Copy each line of the entries that contains the word "Springfield".

- [SOURCE DATA]:
########
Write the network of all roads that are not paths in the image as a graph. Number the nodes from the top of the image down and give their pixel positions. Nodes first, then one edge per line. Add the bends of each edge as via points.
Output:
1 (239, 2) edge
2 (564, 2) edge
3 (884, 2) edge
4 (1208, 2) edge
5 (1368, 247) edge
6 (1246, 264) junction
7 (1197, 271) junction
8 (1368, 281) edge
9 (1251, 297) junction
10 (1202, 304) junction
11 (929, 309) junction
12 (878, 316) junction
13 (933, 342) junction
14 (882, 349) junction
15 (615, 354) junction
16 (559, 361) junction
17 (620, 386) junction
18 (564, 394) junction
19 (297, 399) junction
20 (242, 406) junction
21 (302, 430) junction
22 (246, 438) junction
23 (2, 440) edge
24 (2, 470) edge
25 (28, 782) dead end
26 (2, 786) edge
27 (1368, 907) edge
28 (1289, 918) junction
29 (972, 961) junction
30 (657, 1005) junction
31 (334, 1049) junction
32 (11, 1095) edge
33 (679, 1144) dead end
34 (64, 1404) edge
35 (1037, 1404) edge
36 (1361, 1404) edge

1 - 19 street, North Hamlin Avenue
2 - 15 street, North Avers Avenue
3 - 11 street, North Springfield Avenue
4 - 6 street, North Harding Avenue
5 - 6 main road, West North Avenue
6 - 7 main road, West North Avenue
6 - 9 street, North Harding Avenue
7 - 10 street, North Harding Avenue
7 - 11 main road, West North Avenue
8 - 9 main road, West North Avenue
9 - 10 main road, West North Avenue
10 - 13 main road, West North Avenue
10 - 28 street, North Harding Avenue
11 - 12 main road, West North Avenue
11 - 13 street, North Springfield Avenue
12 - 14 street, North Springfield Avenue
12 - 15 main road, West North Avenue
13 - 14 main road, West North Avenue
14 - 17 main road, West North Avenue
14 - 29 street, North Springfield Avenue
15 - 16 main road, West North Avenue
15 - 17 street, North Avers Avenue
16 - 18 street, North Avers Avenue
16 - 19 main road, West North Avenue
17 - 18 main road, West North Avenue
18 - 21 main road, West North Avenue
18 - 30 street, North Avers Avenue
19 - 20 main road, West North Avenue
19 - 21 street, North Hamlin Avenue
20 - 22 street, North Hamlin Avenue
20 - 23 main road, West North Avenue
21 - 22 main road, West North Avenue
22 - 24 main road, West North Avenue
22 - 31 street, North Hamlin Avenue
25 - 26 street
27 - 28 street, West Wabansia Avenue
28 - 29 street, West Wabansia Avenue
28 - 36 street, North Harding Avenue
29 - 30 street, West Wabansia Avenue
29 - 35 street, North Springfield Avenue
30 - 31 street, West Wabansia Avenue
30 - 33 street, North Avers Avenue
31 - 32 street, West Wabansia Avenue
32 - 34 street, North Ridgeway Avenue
########
- [SOLVED PROBLEM]:
3 - 11 street, North Springfield Avenue
11 - 13 street, North Springfield Avenue
12 - 14 street, North Springfield Avenue
14 - 29 street, North Springfield Avenue
29 - 35 street, North Springfield Avenue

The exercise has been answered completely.